Non-delegable duties in workplace injuries

Identifying and proving that a property owner had a non-delegable duty may give rise to your civil lawsuit

Loren Schwartz
2018 December

Injuries that take place on jobsites often raise a series of issues relating to the existence and scope of the various parties’ duties in connection with the work to be performed. Resolution of these issues will frequently make the difference between whether an injured worker will be limited to the remedies available through the workers’ compensation system versus whether he will be able to obtain full compensation for his injuries through a civil lawsuit against a third party.

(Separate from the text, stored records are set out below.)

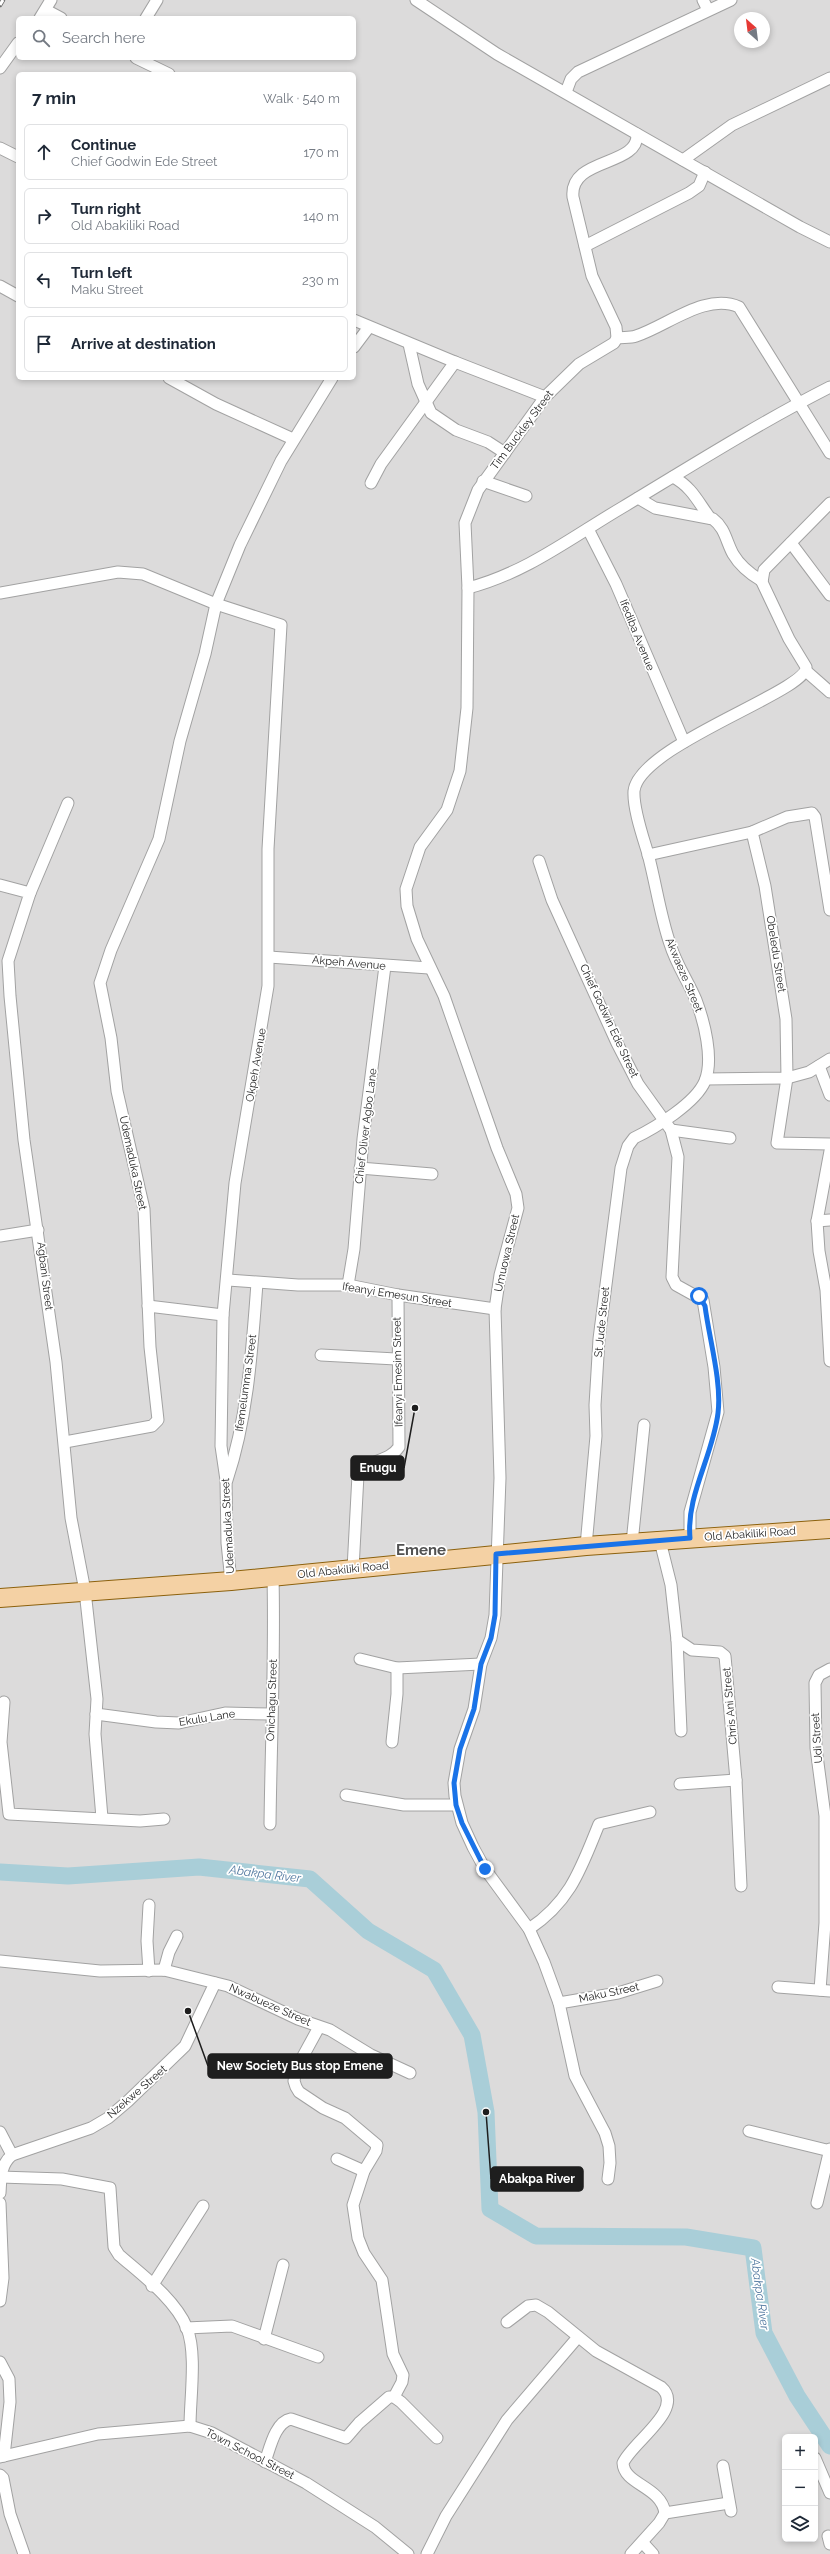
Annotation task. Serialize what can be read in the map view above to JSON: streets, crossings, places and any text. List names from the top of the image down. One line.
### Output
{"streets":{"main road":["Old Abakiliki Road"],"street":["Tim Buckley Street","Ifediba Avenue","Obeledu Street","Akpeh Avenue","Akwaeze Street","Chief Godwin Ede Street","Okpeh Avenue","Chief Oliver Agbo Lane","Udemaduka Street","Umuowa Street","Agbani Street","Ifeanyi Emesun Street","St Jude Street","Ifeanyi Emesim Street","Ifemelumma Street","Onichagu Street","Chris Ani Street","Ekulu Lane","Udi Street","Maku Street","Nwabueze Street","Nzekwe Street","Town School Street"]},"crossings":[["Tim Buckley Street","Akpeh Avenue"],["Tim Buckley Street","Umuowa Street"],["Ifediba Avenue","Akwaeze Street"],["Akpeh Avenue","Okpeh Avenue"],["Akpeh Avenue","Chief Oliver Agbo Lane"],["Akpeh Avenue","Umuowa Street"],["Chief Godwin Ede Street","St Jude Street"],["Chief Godwin Ede Street","Old Abakiliki Road"],["Okpeh Avenue","Udemaduka Street"],["Okpeh Avenue","Ifeanyi Emesun Street"],["Chief Oliver Agbo Lane","Ifeanyi Emesun Street"],["Udemaduka Street","Agbani Street"],["Udemaduka Street","Ifeanyi Emesun Street"],["Udemaduka Street","Ifemelumma Street"],["Udemaduka Street","Old Abakiliki Road"],["Umuowa Street","Ifeanyi Emesun Street"],["Umuowa Street","Old Abakiliki Road"],["Agbani Street","Old Abakiliki Road"],["Ifeanyi Emesun Street","Ifeanyi Emesim Street"],["Ifeanyi Emesun Street","Ifemelumma Street"],["St Jude Street","Old Abakiliki Road"],["Ifeanyi Emesim Street","Old Abakiliki Road"],["Old Abakiliki Road","Onichagu Street"],["Onichagu Street","Ekulu Lane"],["Nwabueze Street","Nzekwe Street"]],"districts":["Emene"],"water":["Abakpa River"],"places":["Enugu","New Society Bus stop Emene","Abakpa River"],"north":"top left","page":{"search":"Search here","heading":["7 min","Walk · 540 m"],"list":[["Continue","Chief Godwin Ede Street","170 m"],["Turn right","Old Abakiliki Road","140 m"],["Turn left","Maku Street","230 m"],"Arrive at destination"],"map_buttons":["+","−"]}}
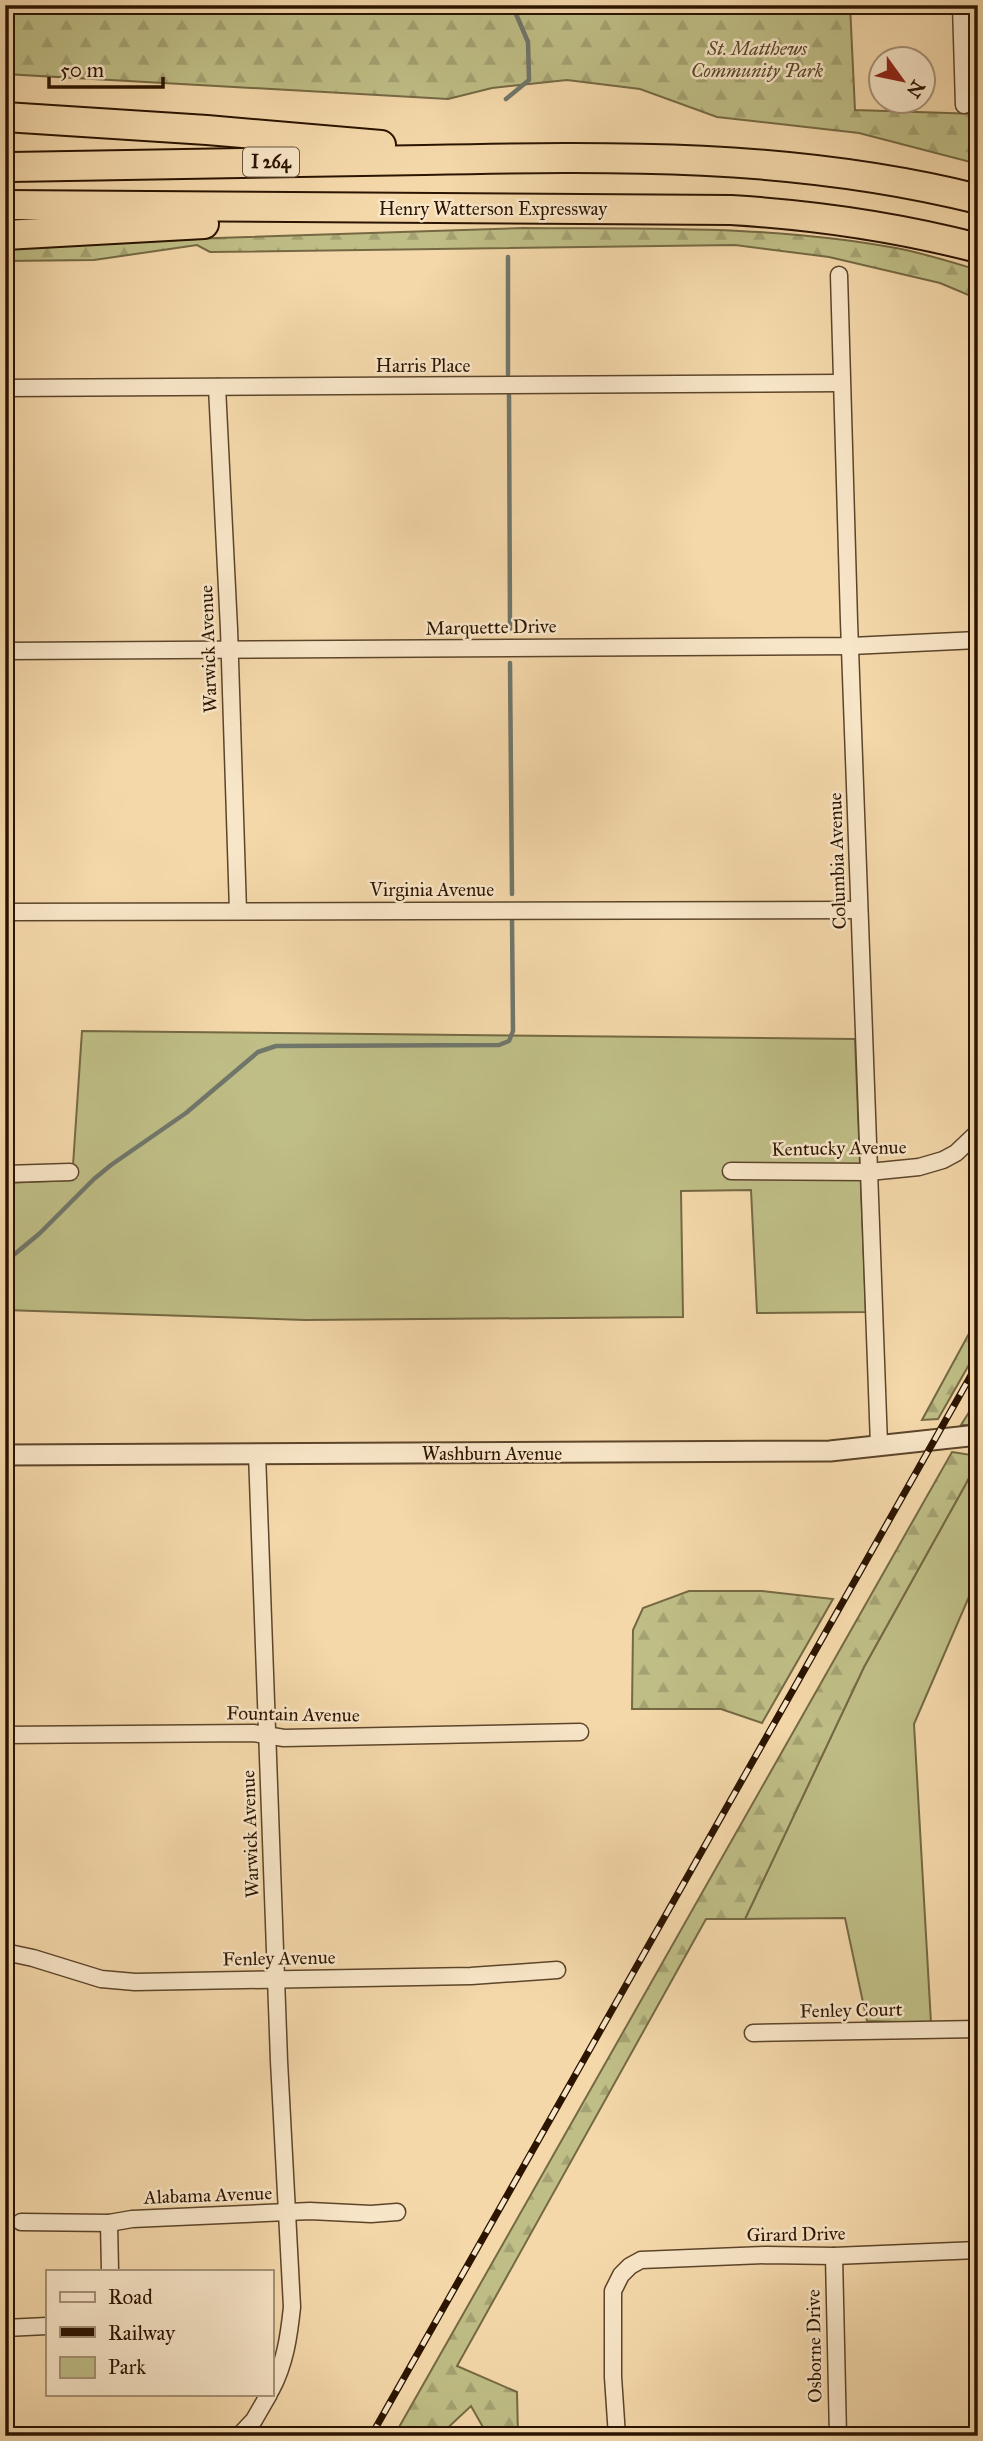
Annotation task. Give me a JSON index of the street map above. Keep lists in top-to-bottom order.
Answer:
{
  "streets": {
    "highway": ["I 264", "Henry Watterson Expressway"],
    "street": [
      "Harris Place",
      "Marquette Drive",
      "Warwick Avenue",
      "Columbia Avenue",
      "Virginia Avenue",
      "Kentucky Avenue",
      "Washburn Avenue",
      "Fountain Avenue",
      "Fenley Avenue",
      "Fenley Court",
      "Alabama Avenue",
      "Girard Drive",
      "Osborne Drive"
    ]
  },
  "crossings": [
    ["Harris Place", "Warwick Avenue"],
    ["Harris Place", "Columbia Avenue"],
    ["Marquette Drive", "Warwick Avenue"],
    ["Marquette Drive", "Columbia Avenue"],
    ["Warwick Avenue", "Virginia Avenue"],
    ["Warwick Avenue", "Washburn Avenue"],
    ["Warwick Avenue", "Fountain Avenue"],
    ["Warwick Avenue", "Fenley Avenue"],
    ["Warwick Avenue", "Alabama Avenue"],
    ["Columbia Avenue", "Virginia Avenue"],
    ["Columbia Avenue", "Kentucky Avenue"],
    ["Columbia Avenue", "Washburn Avenue"],
    ["Girard Drive", "Osborne Drive"]
  ],
  "parks": ["St. Matthews Community Park"],
  "legend": ["Road", "Railway", "Park"],
  "scale_bar": "50 m",
  "north": "bottom right"
}
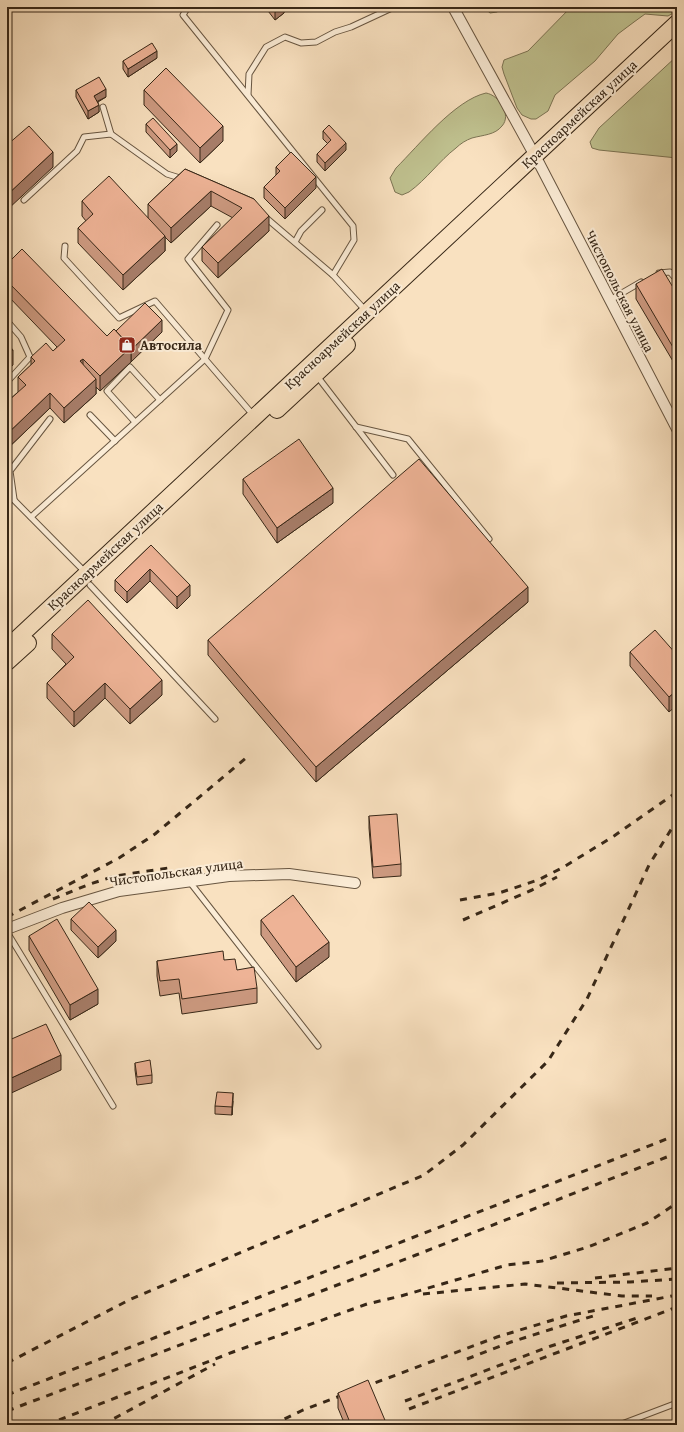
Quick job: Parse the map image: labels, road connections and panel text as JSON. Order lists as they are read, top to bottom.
{
  "streets": {
    "main road": ["Красноармейская улица"],
    "street": ["Чистопольская улица"]
  },
  "crossings": [
    ["Красноармейская улица", "Чистопольская улица"]
  ],
  "places": {
    "shop": ["Автосила"]
  }
}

While the workers’ compensation system helps to ensure that injured workers receive prompt medical treatment as well as ongoing disability benefits during the time period that they are unable to work, it has significant limitations. For example, an individual who is temporarily disabled may receive only two-thirds of his gross wages while he is recovering from his injuries and is precluded entirely from recovering any compensation for non-economic damages such as pain and suffering.

Under what is often referred to as the Exclusive Remedy Rule, an employee is usually precluded from bringing a civil lawsuit against his/her employer arising out of injuries sustained on the job. (See, Lab. Code, §§ 3600-3602.) Subject to limited exceptions, his “exclusive remedy” under such circumstances, is to pursue benefits through the workers’ compensation system.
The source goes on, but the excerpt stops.